*** Begin section ***

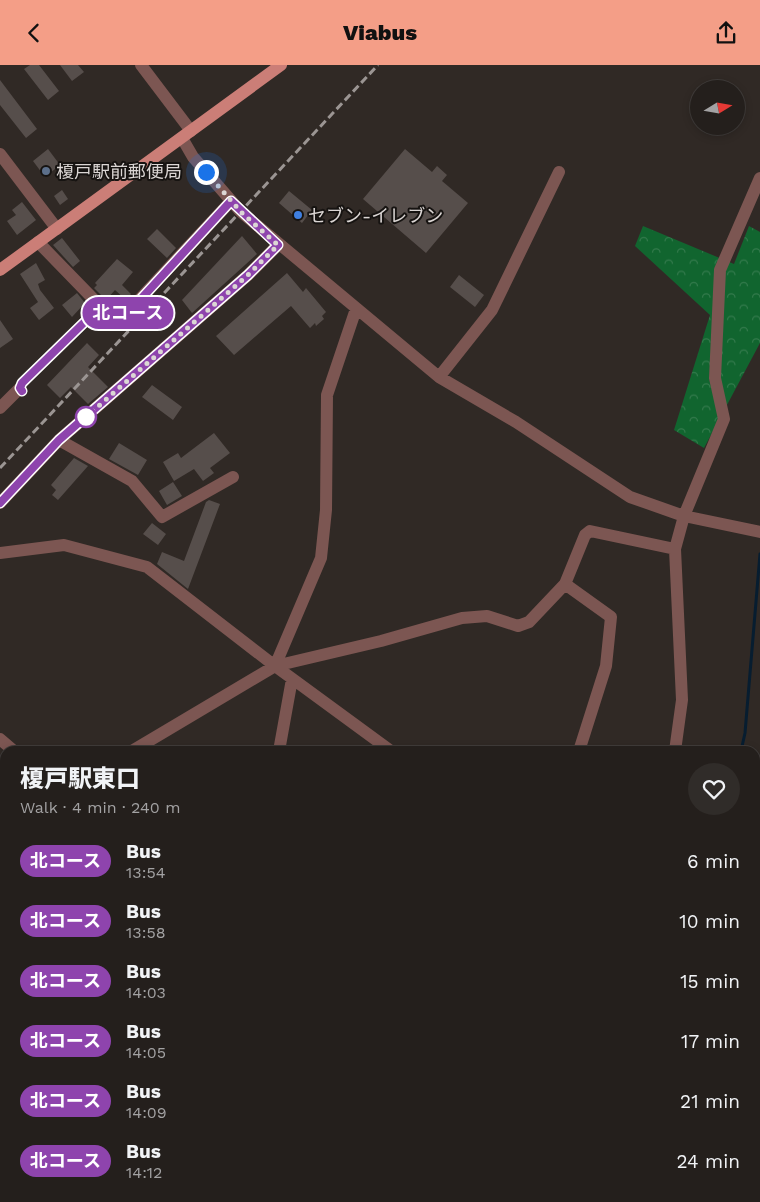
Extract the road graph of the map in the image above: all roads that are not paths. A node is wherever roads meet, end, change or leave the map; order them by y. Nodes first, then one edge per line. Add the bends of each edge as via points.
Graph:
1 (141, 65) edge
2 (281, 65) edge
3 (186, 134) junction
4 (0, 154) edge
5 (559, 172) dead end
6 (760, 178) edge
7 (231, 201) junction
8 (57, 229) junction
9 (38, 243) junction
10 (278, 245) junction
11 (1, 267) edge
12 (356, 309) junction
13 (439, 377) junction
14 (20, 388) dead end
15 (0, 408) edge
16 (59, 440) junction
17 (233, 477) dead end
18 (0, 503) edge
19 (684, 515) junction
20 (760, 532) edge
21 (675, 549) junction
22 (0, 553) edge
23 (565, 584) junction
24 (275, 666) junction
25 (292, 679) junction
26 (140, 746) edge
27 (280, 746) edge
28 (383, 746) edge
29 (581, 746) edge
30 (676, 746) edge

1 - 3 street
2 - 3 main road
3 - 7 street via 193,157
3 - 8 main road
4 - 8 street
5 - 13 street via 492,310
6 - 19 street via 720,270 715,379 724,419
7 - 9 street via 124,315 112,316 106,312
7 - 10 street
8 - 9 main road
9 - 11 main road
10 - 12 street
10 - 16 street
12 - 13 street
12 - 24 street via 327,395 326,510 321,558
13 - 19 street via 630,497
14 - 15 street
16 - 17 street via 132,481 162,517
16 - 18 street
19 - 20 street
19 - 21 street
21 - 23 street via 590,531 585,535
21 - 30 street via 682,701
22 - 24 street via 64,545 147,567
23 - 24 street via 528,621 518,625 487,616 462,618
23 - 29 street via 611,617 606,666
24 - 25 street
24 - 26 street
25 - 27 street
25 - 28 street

*** End section ***

▶ **What is being asked**
Make an exact copy of the data, leaving its pictures out.

▶ **Task result**
Extract the road graph of the map in the image above: all roads that are not paths. A node is wherever roads meet, end, change or leave the map; order them by y. Nodes first, then one edge per line. Add the bends of each edge as via points.
Graph:
1 (141, 65) edge
2 (281, 65) edge
3 (186, 134) junction
4 (0, 154) edge
5 (559, 172) dead end
6 (760, 178) edge
7 (231, 201) junction
8 (57, 229) junction
9 (38, 243) junction
10 (278, 245) junction
11 (1, 267) edge
12 (356, 309) junction
13 (439, 377) junction
14 (20, 388) dead end
15 (0, 408) edge
16 (59, 440) junction
17 (233, 477) dead end
18 (0, 503) edge
19 (684, 515) junction
20 (760, 532) edge
21 (675, 549) junction
22 (0, 553) edge
23 (565, 584) junction
24 (275, 666) junction
25 (292, 679) junction
26 (140, 746) edge
27 (280, 746) edge
28 (383, 746) edge
29 (581, 746) edge
30 (676, 746) edge

1 - 3 street
2 - 3 main road
3 - 7 street via 193,157
3 - 8 main road
4 - 8 street
5 - 13 street via 492,310
6 - 19 street via 720,270 715,379 724,419
7 - 9 street via 124,315 112,316 106,312
7 - 10 street
8 - 9 main road
9 - 11 main road
10 - 12 street
10 - 16 street
12 - 13 street
12 - 24 street via 327,395 326,510 321,558
13 - 19 street via 630,497
14 - 15 street
16 - 17 street via 132,481 162,517
16 - 18 street
19 - 20 street
19 - 21 street
21 - 23 street via 590,531 585,535
21 - 30 street via 682,701
22 - 24 street via 64,545 147,567
23 - 24 street via 528,621 518,625 487,616 462,618
23 - 29 street via 611,617 606,666
24 - 25 street
24 - 26 street
25 - 27 street
25 - 28 street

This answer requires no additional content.